The SLUG Queen, slug queen, or S.L.U.G. Queen (an acronym for the "Society for the Legitimization of the Ubiquitous Gastropod"), is a humorous character concept considered to be the unofficial goodwill ambassador of the City Of Eugene, Oregon, United States.  The Slug Queen presides over many popular events in Eugene, including the Eugene Celebration (not held since 2015), an alternative festival, and The EUG Parade. The Slug Queen has never been the domain of the Eugene Celebration despite their origin connection. In fact, the Slug Queen concept was born as a direct response in opposition to the conventional nature of the name "Eugene Celebration". A new SLUG Queen is crowned on the second Friday in August after a public competition. The queen is named "SLUG" as a rebellious nod to the more common tradition of crowning agricultural queens, often selected for beauty, as opposed to wit and audacity.  Slugs were selected to celebrate because they are ubiquitous in the Willamette Valley, they are antithetical to traditional or stereotypical mascots, and they symbolize creativity and unbridled good-natured humor. The newly crowned SLUG is referred to as the "Raining" SLUG Queen. After a year of "rain" the SLUG Queen is promoted to Old Queen (never former or past).

Coronation 
The annual coronation process somewhat resembles a formal beauty pageant, but with a campy spin. The slug-themed pageant started in 1983, and Eugene celebrated the SLUG Queen coronation's 25th year with a Silver Jubilee in August 2007. The Silver Jubilee Queen is  Old Queen Glorious Gastropause, also known as comedian Leigh Anne Jasheway. To date there are 36 SLUG Queens, the latest being "Raining" Queen Sluggarita Incognita. Slugs are gender neutral, therefore SLUG Queens may identify as any gender. As of 2018, nine of 36 SLUG Queens are male.

History 
The Slug Queen was first conceived in 1983 as a backlash to the Eugene City Council choosing the characterless name 'Eugene Celebration' for a citywide festival. After the successful opening of the Hult Center in 1982, City Council determined that an annual celebration of Art, Culture, and commerce in Eugene would be advantageous. Cynthia Wooten, a city councilwoman, was discussing the idea of a uniquely Eugene festival and parade with then City Manager Mike Gleason. Gleason purportedly wanted to name the city festival simply the 'Eugene Celebration' according to Wooten. Wooten, along with Karl Eysenbach and Paul Ollswang, argued for the name "Slugfest," but this was turned down by the rest of the City Council.

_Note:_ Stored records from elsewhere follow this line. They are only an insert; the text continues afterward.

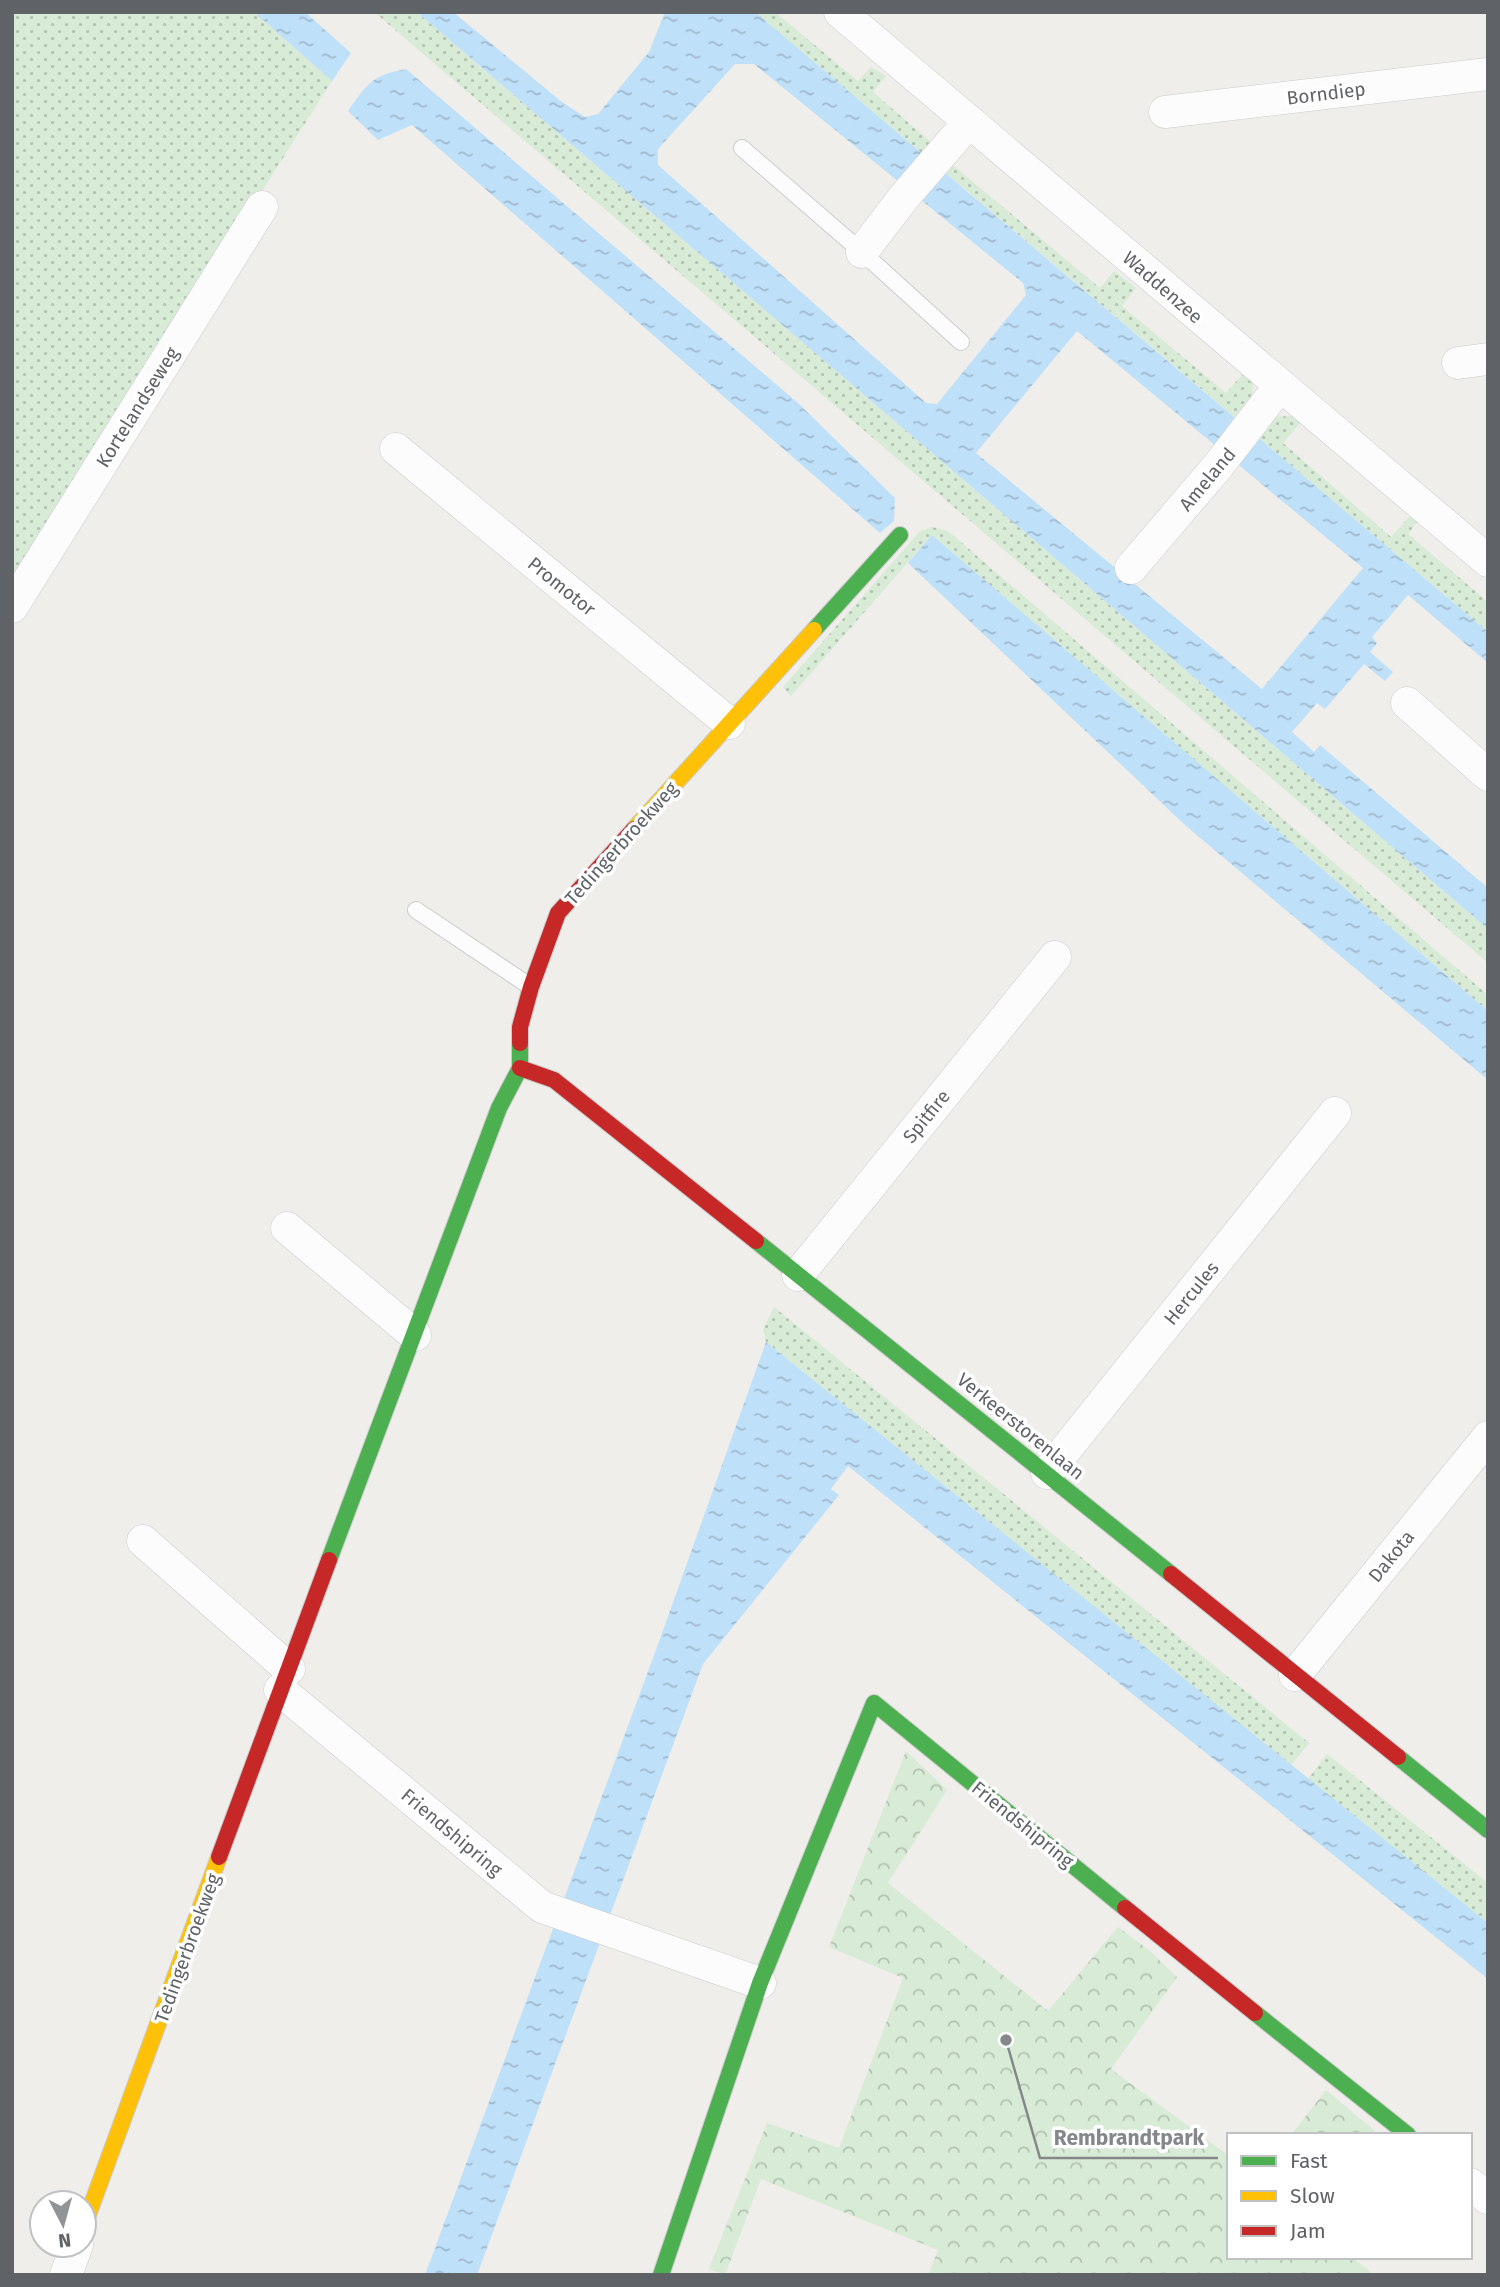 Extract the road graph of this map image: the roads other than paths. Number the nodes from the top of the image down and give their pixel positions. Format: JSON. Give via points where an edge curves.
{"nodes":[{"id":1,"x":839,"y":12,"type":"edge"},
{"id":2,"x":1488,"y":74,"type":"edge"},
{"id":3,"x":1165,"y":113,"type":"dead end"},
{"id":4,"x":969,"y":122,"type":"junction"},
{"id":5,"x":742,"y":148,"type":"dead end"},
{"id":6,"x":262,"y":207,"type":"dead end"},
{"id":7,"x":862,"y":251,"type":"junction"},
{"id":8,"x":961,"y":342,"type":"dead end"},
{"id":9,"x":1279,"y":387,"type":"junction"},
{"id":10,"x":396,"y":449,"type":"dead end"},
{"id":11,"x":900,"y":535,"type":"dead end"},
{"id":12,"x":1488,"y":561,"type":"edge"},
{"id":13,"x":1131,"y":568,"type":"dead end"},
{"id":14,"x":12,"y":607,"type":"edge"},
{"id":15,"x":1407,"y":703,"type":"dead end"},
{"id":16,"x":729,"y":723,"type":"junction"},
{"id":17,"x":1488,"y":775,"type":"edge"},
{"id":18,"x":415,"y":910,"type":"dead end"},
{"id":19,"x":1055,"y":957,"type":"dead end"},
{"id":20,"x":531,"y":987,"type":"junction"},
{"id":21,"x":520,"y":1068,"type":"junction"},
{"id":22,"x":1335,"y":1113,"type":"dead end"},
{"id":23,"x":287,"y":1228,"type":"dead end"},
{"id":24,"x":798,"y":1275,"type":"junction"},
{"id":25,"x":415,"y":1335,"type":"junction"},
{"id":26,"x":1488,"y":1437,"type":"edge"},
{"id":27,"x":1047,"y":1473,"type":"junction"},
{"id":28,"x":143,"y":1541,"type":"dead end"},
{"id":29,"x":1295,"y":1675,"type":"junction"},
{"id":30,"x":285,"y":1680,"type":"junction"},
{"id":31,"x":1488,"y":1830,"type":"edge"},
{"id":32,"x":760,"y":1983,"type":"junction"},
{"id":33,"x":1405,"y":2133,"type":"edge"},
{"id":34,"x":1472,"y":2186,"type":"edge"},
{"id":35,"x":98,"y":2189,"type":"edge"},
{"id":36,"x":1488,"y":2198,"type":"edge"},
{"id":37,"x":661,"y":2275,"type":"edge"}],
"edges":[{"from":1,"to":4,"type":"street","name":"Waddenzee"},
{"from":2,"to":3,"type":"street","name":"Borndiep"},
{"from":4,"to":7,"type":"street"},
{"from":4,"to":9,"type":"street","name":"Waddenzee"},
{"from":5,"to":7,"type":"lane"},
{"from":6,"to":14,"type":"street","name":"Kortelandseweg"},
{"from":7,"to":8,"type":"lane"},
{"from":9,"to":12,"type":"street","name":"Waddenzee"},
{"from":9,"to":13,"type":"street","name":"Ameland"},
{"from":10,"to":16,"type":"street","name":"Promotor"},
{"from":11,"to":16,"type":"street","name":"Tedingerbroekweg"},
{"from":15,"to":17,"type":"street"},
{"from":16,"to":20,"type":"street","name":"Tedingerbroekweg","via":[[558,912]]},
{"from":18,"to":20,"type":"lane"},
{"from":19,"to":24,"type":"street","name":"Spitfire"},
{"from":20,"to":21,"type":"street","name":"Tedingerbroekweg","via":[[520,1027]]},
{"from":21,"to":24,"type":"street","name":"Verkeerstorenlaan","via":[[554,1080]]},
{"from":21,"to":25,"type":"street","name":"Tedingerbroekweg","via":[[499,1108]]},
{"from":22,"to":27,"type":"street","name":"Hercules"},
{"from":23,"to":25,"type":"street"},
{"from":24,"to":27,"type":"street","name":"Verkeerstorenlaan"},
{"from":25,"to":30,"type":"street","name":"Tedingerbroekweg"},
{"from":26,"to":29,"type":"street","name":"Dakota"},
{"from":27,"to":29,"type":"street","name":"Verkeerstorenlaan"},
{"from":28,"to":30,"type":"street"},
{"from":29,"to":31,"type":"street","name":"Verkeerstorenlaan"},
{"from":30,"to":32,"type":"street","name":"Friendshipring","via":[[542,1907]]},
{"from":30,"to":35,"type":"street","name":"Tedingerbroekweg"},
{"from":32,"to":33,"type":"street","name":"Friendshipring","via":[[874,1703]]},
{"from":32,"to":37,"type":"street","name":"Friendshipring"},
{"from":34,"to":36,"type":"street"}]}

Alana Probst organized the first Slugfest as an alternative to (and parody of) other cities' beauty pageants in her own backyard where the first Slug Queen was elected. The rebel group then entered a parade float in the first Eugene Celebration Parade shaped like a giant Slug with the first Slug Queen, a man named Bruce Gordon, riding in drag on it. This movement was in direct opposition to the wishes of the rest of the city council but was instantly popular with the crowds.

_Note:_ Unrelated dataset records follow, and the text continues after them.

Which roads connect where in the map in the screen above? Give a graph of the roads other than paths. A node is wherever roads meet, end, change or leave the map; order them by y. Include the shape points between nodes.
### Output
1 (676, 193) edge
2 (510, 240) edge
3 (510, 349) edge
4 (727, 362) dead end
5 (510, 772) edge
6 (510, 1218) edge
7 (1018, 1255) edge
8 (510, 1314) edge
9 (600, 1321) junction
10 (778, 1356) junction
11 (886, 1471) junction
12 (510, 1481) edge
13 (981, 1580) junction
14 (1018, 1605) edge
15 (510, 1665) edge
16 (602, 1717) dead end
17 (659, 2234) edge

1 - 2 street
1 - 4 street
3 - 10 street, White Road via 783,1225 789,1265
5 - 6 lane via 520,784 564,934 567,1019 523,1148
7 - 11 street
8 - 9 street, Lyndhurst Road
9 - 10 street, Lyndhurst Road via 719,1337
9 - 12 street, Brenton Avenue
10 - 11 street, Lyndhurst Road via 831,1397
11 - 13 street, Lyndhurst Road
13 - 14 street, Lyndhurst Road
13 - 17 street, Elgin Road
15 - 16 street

The Slug Queen Competition and Coronation grew to be an annual event. Rather than perpetuating typical beauty queen standards, the originators chose as their emblem a life form more in keeping with the Pacific Northwest's soggy climate and Eugene's iconoclastic spirit: the humble slug. Since 1991, the Slug Queen coronation has been organized by Kim Still, who was the manager of the Eugene Saturday Market.

Selection Criteria 
The new SLUG Queen is now selected annually on the second Friday evening in August in a three part competition that involves costume judging (based on campy appeal and overall sluggishness), a three-minute on-stage talent performance, and a single question designed to test the quick wit of each contestant. The SLUG Queen is chosen by a collection of past queens officially referred to as "old," not "former" queens, as one of their mottoes is "once a Queen--always a Queen." The judges base their assessments on three factors: originality, creativity, and a flamboyant outgoing personality.

One important aspect that sets the SLUG Queen pageant apart from others is that bribery is accepted and encouraged and the judging is done by a panel of Old Queens. The moment a new queen is crowned, the old queens are open to bribery. Creative bribes curry the most favor with the old queens. They annually remind budding hopefuls to "Bribe early and bribe often." Since SLUG Queens retain the title of queen for life, and the power to crown new queens, they remain a vibrant, visible and vocal part of the community in their royal character. They use this visibility to raise awareness and funds for local causes and charities and host events in character.

SLUG Queen duties 
The new SLUG Queen presides over the parade at the Eugene Celebration on a roving date in August, where the queen meets the public for her first official duty. She is also expected to open the Mayor's Art Show, and the Salon de Refuse, a pun on Salon des Refusés, deliver a benediction at the Maude Kerns Art Center Jello Art Show in April, hold a charitable ball for the charity of her choice, and "rain" over the coronation for the following year's SLUG Queen. She may choose to make other appearances throughout the year including the Oregon Country Fair, Da Vinci Days, ribbon cuttings and openings, fashion shows, and Art and the Vineyard, among others.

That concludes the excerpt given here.